One of the big problems around the temples are the hawkers. They don’t have the same degree of intimidation as the ones surrounding the pyramids in Egypt but their persistence is to be admired. It is really, really tempting to get tired and rude with them but totally unnecessary. The Cambodians are generally a kind hearted people and thanking them for showing you their wares, complimenting them on the quality and the reasonable price and then saying no thank you works pretty well with all but the most determined. Some of them find it most amusing. We met one woman trying to sell us table cloths who just could not stop smiling. When I complimented her on her beautiful smile, and I wasn’t kidding – when she smiled her whole face lit up and she was truly beautiful – she broke into such a fit of uncontrollable embarrassed giggles she gave up trying to sell us her table cloths and chatted amiably for a little while until our bus arrived  - and she waved us off still smiling.

Day 36 – Hers.

When the city of Angkor Thom was built, Cambodia was a large empire – covered almost entirely by tropical rainforest.  Elephants, tigers, boar and monkeys roamed the jungle. Crocodiles lived in the moats surrounding the temples.  The ecologically disastrous deforestation begun by the French in colonial days and continued under successive regimes and throughout decades of war has put paid to most of the large wildlife – and hunting has removed most of the rest, but we saw more wildlife today than we had any place else in our travels.  As Rob mentioned, groups of monkeys scampered amongst the tourist areas, eating coconuts – I was yet again reminded of Jungle Book.  He didn’t mention the turtles in the moat, the millipede on the steps or the hundreds of dragon flies circling the temple towers at sunset. We stopped at a village in a reforested area, to see how the villagers made palm candy  (very, very sweet – and it was stuck in my teeth for hours...) and I was afraid it might be the sort of area one might encounter snakes. ‘No worry,’ said Limny, ‘There are almost no snakes in Cambodia – if the people see one, they catch it, cook it and eat it...’ I know from yesterday, then, that I don’t need to worry about tarantulas either.

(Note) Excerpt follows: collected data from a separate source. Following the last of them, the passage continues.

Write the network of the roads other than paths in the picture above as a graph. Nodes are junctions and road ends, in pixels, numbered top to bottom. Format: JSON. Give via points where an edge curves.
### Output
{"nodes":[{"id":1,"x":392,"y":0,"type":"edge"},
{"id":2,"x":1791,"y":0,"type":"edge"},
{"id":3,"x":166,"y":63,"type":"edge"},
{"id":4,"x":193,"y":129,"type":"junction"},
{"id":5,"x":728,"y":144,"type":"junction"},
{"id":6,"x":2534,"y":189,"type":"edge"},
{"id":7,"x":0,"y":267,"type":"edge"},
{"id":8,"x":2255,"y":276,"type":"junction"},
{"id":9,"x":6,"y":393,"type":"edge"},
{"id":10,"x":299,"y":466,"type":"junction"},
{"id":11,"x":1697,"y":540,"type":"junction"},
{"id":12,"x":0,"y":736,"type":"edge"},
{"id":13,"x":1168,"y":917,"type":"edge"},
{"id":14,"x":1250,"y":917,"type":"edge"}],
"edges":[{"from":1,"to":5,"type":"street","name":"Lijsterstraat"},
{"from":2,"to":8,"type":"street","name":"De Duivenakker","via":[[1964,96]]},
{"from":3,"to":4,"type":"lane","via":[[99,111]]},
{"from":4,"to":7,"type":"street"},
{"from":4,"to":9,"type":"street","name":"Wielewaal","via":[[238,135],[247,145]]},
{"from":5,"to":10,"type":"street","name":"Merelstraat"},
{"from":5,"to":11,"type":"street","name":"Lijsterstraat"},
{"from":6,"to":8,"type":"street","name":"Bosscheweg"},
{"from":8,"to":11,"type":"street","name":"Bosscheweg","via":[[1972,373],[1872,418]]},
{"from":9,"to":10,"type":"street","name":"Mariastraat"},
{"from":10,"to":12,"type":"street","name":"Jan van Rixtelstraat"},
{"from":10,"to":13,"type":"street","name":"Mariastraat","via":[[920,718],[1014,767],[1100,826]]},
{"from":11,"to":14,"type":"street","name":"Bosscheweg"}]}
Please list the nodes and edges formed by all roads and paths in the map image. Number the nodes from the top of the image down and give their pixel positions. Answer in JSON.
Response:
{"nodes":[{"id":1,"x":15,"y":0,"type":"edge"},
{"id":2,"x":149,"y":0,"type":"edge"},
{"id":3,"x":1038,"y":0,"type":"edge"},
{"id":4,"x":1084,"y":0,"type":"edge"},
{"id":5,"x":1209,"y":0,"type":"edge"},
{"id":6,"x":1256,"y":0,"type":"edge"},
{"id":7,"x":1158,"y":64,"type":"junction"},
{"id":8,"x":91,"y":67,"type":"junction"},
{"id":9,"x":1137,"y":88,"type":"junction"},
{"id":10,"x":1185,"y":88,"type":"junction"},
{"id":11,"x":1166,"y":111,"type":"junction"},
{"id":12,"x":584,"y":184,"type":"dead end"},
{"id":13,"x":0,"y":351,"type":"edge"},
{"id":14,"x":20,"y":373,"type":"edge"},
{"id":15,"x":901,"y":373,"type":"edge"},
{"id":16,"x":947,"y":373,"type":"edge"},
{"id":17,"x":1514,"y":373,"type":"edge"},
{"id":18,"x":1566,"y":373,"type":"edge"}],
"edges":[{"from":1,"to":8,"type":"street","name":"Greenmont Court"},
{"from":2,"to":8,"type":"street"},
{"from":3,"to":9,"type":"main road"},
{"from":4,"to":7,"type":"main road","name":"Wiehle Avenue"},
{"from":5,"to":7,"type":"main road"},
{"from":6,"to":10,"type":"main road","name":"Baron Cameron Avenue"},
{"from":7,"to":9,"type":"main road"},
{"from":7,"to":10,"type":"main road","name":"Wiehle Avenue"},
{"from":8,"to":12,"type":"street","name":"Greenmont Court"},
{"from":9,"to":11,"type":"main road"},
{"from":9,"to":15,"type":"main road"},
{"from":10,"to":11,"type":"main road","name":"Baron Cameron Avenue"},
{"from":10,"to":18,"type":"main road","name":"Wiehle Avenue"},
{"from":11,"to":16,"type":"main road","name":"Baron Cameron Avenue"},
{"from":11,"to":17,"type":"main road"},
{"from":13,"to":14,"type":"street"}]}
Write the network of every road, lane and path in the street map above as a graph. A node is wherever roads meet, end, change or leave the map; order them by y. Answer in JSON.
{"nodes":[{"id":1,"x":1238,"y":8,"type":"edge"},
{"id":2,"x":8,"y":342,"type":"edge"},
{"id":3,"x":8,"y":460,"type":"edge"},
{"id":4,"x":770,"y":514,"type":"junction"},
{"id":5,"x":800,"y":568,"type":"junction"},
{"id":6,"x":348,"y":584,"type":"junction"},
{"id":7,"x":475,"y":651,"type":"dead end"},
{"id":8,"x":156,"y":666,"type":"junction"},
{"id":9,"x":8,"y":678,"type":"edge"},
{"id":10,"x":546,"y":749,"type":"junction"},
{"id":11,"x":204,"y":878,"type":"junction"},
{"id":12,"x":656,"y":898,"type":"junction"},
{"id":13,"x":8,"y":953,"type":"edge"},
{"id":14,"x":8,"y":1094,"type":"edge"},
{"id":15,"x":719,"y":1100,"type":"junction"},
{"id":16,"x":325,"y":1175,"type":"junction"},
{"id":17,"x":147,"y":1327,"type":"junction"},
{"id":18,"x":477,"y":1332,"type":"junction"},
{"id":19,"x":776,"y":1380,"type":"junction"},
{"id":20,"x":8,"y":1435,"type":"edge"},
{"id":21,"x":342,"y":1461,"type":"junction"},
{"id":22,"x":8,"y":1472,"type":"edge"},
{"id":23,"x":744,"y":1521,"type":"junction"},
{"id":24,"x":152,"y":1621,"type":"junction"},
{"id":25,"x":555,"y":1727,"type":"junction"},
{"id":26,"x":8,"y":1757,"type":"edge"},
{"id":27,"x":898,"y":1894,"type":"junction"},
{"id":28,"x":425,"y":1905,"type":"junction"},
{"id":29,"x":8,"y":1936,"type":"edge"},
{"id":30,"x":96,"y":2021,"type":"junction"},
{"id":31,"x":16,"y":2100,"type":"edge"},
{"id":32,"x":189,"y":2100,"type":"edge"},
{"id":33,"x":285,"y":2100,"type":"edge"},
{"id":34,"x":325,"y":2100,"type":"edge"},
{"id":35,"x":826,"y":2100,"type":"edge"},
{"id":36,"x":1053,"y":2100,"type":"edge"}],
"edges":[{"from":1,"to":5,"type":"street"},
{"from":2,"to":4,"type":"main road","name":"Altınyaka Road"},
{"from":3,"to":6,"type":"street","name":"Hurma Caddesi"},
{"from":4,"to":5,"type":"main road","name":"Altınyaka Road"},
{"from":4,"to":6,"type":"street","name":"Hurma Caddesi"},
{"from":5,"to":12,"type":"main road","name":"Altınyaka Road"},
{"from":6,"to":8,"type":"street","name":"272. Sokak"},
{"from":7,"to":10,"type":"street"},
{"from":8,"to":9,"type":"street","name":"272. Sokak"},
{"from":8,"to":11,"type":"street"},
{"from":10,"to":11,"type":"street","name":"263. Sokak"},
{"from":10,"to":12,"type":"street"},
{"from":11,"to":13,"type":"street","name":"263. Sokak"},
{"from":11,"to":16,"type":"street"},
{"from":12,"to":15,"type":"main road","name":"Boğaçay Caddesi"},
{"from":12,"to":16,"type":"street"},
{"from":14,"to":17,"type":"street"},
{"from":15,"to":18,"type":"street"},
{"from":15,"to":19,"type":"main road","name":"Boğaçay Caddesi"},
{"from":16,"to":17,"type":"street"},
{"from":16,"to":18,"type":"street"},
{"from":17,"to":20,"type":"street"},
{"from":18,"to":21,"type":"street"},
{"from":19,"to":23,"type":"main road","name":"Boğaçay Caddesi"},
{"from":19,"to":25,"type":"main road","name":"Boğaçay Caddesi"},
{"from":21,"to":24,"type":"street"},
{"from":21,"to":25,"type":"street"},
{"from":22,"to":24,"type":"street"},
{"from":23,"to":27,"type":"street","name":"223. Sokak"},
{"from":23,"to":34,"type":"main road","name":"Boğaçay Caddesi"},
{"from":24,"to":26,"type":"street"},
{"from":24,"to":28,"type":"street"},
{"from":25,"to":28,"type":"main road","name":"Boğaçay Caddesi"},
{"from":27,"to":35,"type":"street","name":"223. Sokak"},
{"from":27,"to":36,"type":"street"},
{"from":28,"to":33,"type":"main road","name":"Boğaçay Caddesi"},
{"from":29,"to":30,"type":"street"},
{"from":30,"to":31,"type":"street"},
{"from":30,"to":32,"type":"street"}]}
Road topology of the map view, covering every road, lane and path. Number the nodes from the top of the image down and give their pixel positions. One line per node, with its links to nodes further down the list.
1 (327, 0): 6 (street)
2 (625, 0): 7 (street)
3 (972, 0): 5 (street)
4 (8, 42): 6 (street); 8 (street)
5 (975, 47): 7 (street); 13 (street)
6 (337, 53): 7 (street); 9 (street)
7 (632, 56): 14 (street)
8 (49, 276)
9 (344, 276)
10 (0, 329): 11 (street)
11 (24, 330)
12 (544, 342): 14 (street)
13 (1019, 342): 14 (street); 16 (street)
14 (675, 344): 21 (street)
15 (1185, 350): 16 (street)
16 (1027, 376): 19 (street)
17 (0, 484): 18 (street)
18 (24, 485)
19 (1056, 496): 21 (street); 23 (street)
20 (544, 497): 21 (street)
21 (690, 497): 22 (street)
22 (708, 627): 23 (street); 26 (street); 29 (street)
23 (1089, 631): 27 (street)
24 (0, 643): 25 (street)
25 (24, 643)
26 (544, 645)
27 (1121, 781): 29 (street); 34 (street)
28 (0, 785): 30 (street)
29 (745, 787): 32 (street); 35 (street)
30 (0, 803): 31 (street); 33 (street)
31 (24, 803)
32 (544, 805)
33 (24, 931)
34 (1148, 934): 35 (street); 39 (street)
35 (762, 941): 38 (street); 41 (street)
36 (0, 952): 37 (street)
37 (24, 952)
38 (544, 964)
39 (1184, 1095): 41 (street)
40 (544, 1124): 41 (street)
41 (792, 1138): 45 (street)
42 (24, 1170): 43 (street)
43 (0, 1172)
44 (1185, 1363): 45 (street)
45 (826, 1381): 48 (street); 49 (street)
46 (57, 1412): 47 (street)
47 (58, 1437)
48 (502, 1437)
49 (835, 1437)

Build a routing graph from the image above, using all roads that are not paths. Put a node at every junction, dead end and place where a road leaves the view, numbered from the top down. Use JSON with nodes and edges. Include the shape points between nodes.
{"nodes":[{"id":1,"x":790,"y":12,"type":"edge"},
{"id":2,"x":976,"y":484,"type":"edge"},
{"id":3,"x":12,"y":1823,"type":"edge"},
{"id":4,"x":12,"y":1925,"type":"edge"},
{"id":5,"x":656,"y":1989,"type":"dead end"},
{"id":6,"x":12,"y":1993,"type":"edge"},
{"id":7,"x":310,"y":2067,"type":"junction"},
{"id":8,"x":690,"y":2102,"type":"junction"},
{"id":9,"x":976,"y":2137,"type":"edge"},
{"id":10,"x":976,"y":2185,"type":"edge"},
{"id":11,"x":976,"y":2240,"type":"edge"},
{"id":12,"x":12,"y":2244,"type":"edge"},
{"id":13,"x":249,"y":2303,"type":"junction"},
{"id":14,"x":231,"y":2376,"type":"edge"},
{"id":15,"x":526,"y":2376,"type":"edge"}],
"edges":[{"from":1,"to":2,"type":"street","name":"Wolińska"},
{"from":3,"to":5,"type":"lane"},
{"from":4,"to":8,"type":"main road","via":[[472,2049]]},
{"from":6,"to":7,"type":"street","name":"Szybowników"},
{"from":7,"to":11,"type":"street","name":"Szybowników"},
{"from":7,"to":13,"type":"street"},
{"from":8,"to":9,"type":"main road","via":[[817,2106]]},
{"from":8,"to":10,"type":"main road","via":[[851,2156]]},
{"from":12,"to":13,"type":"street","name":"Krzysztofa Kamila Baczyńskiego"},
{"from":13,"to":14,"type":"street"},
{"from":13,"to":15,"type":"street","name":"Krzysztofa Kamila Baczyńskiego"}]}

The carvings in the temples are remarkably preserved: celestial dancing maidens, friezes depicting everyday life, stories of battles and religious themes – Buddhist or Hindu, depending upon the era and beliefs of the king.  There were also written records of the building of the temples, the distinctive Cambodian cursive script carved into stone a thousand years ago, but still legible (if only I could read it).  Unfortunately, a lot of the statues are reconstructions – apparently you can see an excellent collection of the originals in the Louvre.  A few went missing earlier, though – Cambodian villagers from centuries ago used them ‘to make barbecue’.